Viscosité : été et hiver ne se lubrifient pas pareil
La viscosité de l'huile de chaîne doit être adaptée à la température ambiante. Par temps chaud (été, au-dessus de 15°C), une huile plus visqueuse (SAE 90 ou équivalent) convient mieux : elle résiste mieux à la projection et lubrifie efficacement malgré la chaleur du guide. Par temps froid (hiver, en dessous de 5°C), une huile plus fluide (SAE 68 ou huile spéciale hiver) est nécessaire : une huile trop visqueuse se gélifie dans le réservoir et dans les canaux de lubrification, pouvant bloquer le système de graissage. Certains fabricants proposent des huiles « toutes saisons » dont la viscosité est formulée pour rester stable entre -20°C et +40°C, ce qui simplifie la gestion du stock.
Comment savoir si la chaîne est bien lubrifiée ?
La façon la plus simple de vérifier la lubrification est de tenir la barre de coupe à quelques centimètres d'une surface claire (une planche de bois, une feuille de papier) et de faire tourner la chaîne à plein régime pendant deux secondes. Une fine trace d'huile doit apparaître sur la surface : c'est le signe que le lubrifiant est bien projeté sur toute la longueur du guide. Si aucune trace n'apparaît, vérifier le niveau d'huile dans le réservoir (le réservoir d'huile de chaîne se vide environ au même rythme que le réservoir d'essence sur les tronçonneuses bien réglées) et la bonne ouverture de l'orifice de sortie d'huile (parfois bouché par des sciures compactées).

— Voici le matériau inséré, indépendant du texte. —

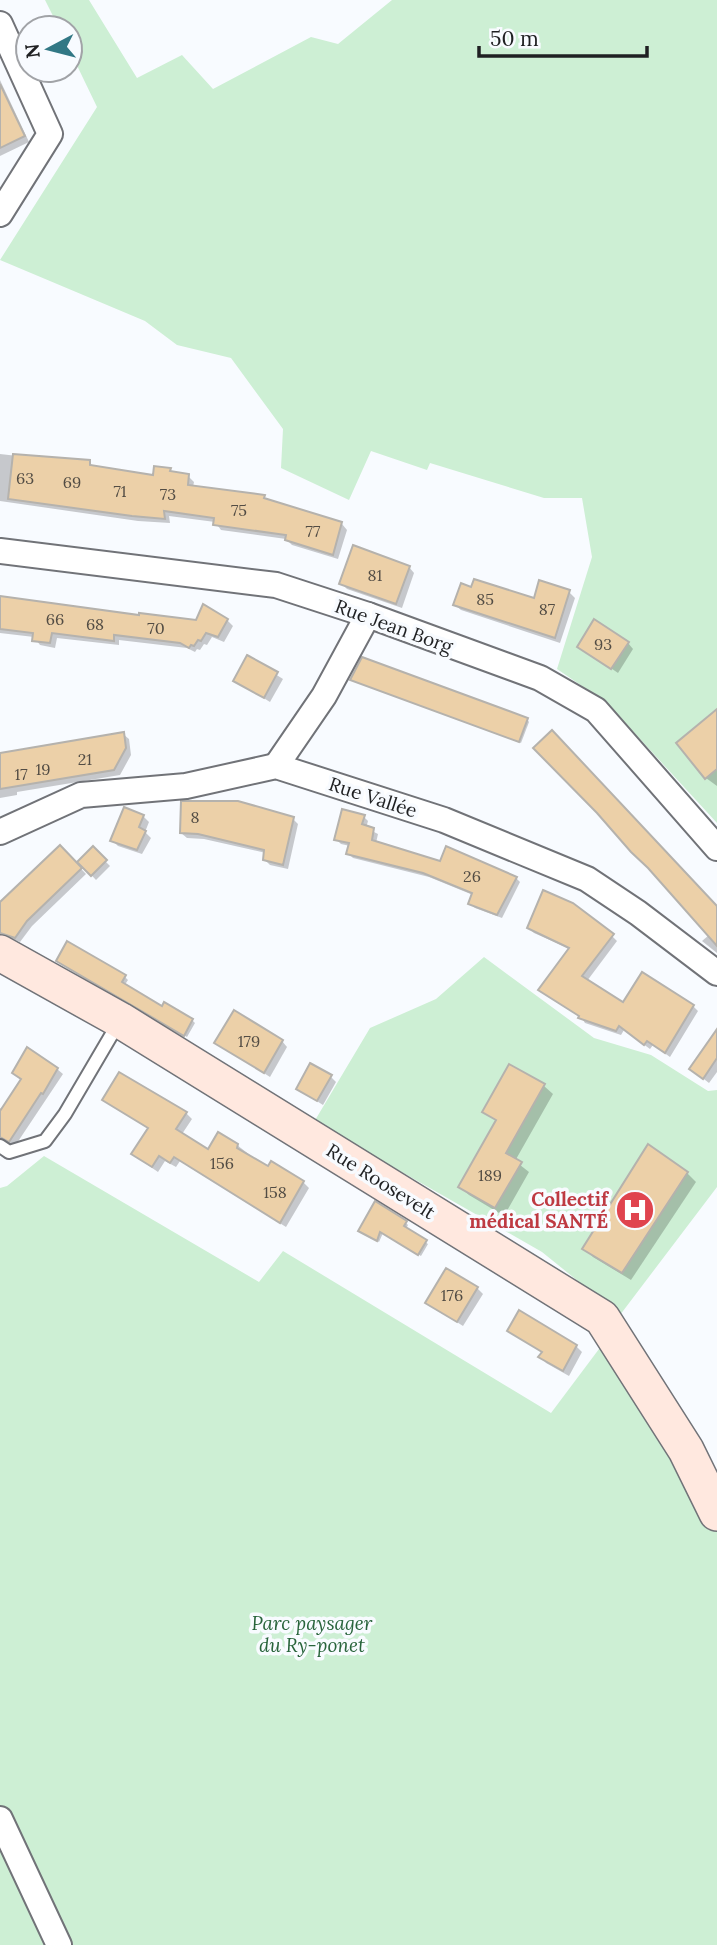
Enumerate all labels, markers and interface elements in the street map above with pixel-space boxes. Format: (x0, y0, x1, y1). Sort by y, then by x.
north arrow (14, 14, 84, 84)
scale bar (479, 14, 647, 58)
text: 50 m (490, 25, 539, 52)
text: N (19, 42, 45, 60)
house number: 63 (16, 468, 34, 488)
house number: 69 (63, 472, 81, 492)
house number: 71 (113, 481, 127, 501)
house number: 73 (160, 484, 176, 504)
house number: 75 (231, 500, 247, 520)
house number: 77 (306, 521, 321, 541)
house number: 81 (368, 565, 383, 585)
house number: 85 (476, 589, 494, 609)
street label: Rue Jean Borg (332, 594, 457, 659)
house number: 87 (539, 599, 556, 619)
house number: 66 (46, 609, 64, 629)
house number: 68 (86, 614, 104, 634)
house number: 70 (147, 618, 165, 638)
house number: 93 (594, 634, 612, 654)
house number: 21 (78, 749, 92, 769)
house number: 19 (35, 759, 51, 779)
house number: 17 (14, 764, 28, 784)
street label: Rue Vallée (326, 772, 420, 822)
house number: 8 (191, 807, 200, 827)
house number: 26 (463, 866, 481, 886)
house number: 179 (238, 1031, 260, 1051)
street label: Rue Roosevelt (322, 1138, 440, 1224)
house number: 156 (210, 1153, 234, 1173)
house number: 189 (478, 1165, 502, 1185)
house number: 158 (263, 1182, 287, 1202)
place label: Collectif médical SANTÉ (469, 1187, 610, 1233)
hospital icon: Collectif médical SANTÉ (614, 1189, 656, 1231)
house number: 176 (441, 1285, 463, 1305)
park label: Parc paysager du Ry-ponet (252, 1611, 373, 1657)

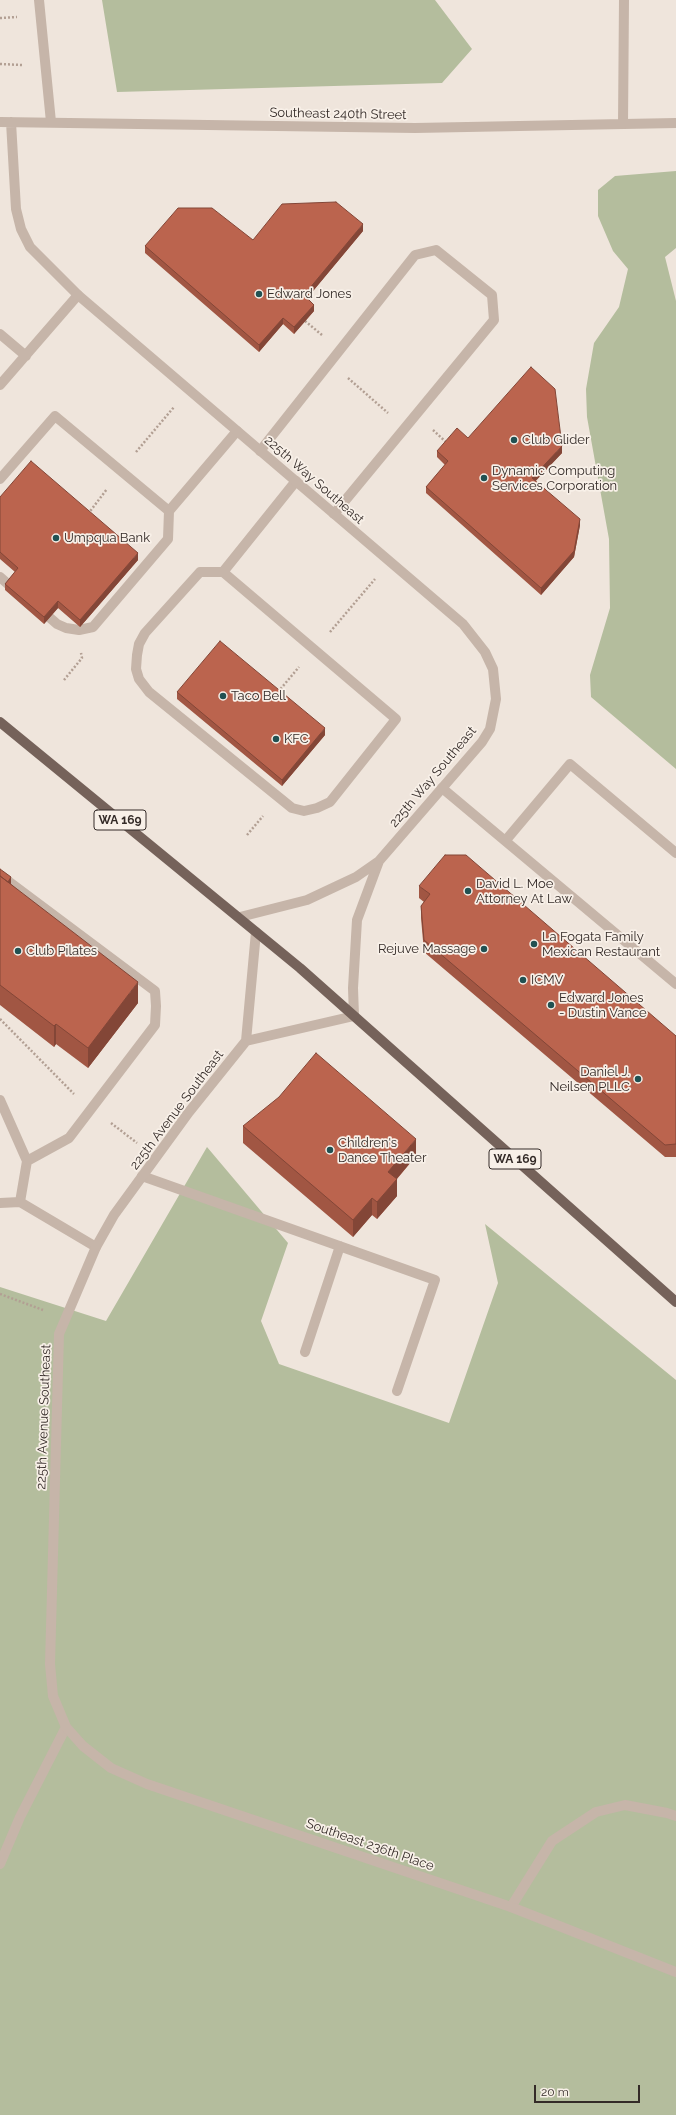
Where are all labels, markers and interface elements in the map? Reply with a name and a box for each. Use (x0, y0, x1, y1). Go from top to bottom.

La tronçonneuse à batterie dispose aussi d'un réservoir d'huile de chaîne, souvent plus petit que sur les modèles thermiques. Elle consomme la même huile de chaîne spécifique. La fréquence de vérification est identique : vérifier le niveau à chaque remplissage de batterie environ, et ne jamais travailler avec un réservoir vide.
Réglage du débit d'huile
La plupart des tronçonneuses semi-professionnelles et professionnelles disposent d'un réglage du débit d'huile de chaîne, accessible sous la tronçonneuse ou dans le carter de chaîne. Ce réglage (une vis de type TORX ou un petit tournevis plat) permet d'augmenter ou de diminuer la quantité d'huile envoyée sur la chaîne. Par défaut, il est en position intermédiaire. Pour un travail intensif ou avec des grumes de gros diamètre, augmenter légèrement le débit prolonge la durée de vie de la chaîne et du guide. Pour un travail léger et court, réduire le débit diminue la consommation d'huile sans risque d'usure accélérée.
L'huile de chaîne est le consommable le moins cher et le plus facile à gérer d'une tronçonneuse. En choisissant une huile spécifique (végétale pour les usages en milieu naturel, minérale pour les usages intensifs), en vérifiant le niveau avant chaque utilisation et en adaptant la viscosité à la saison, on protège durablement la chaîne, le guide et les organes de lubrification de la machine.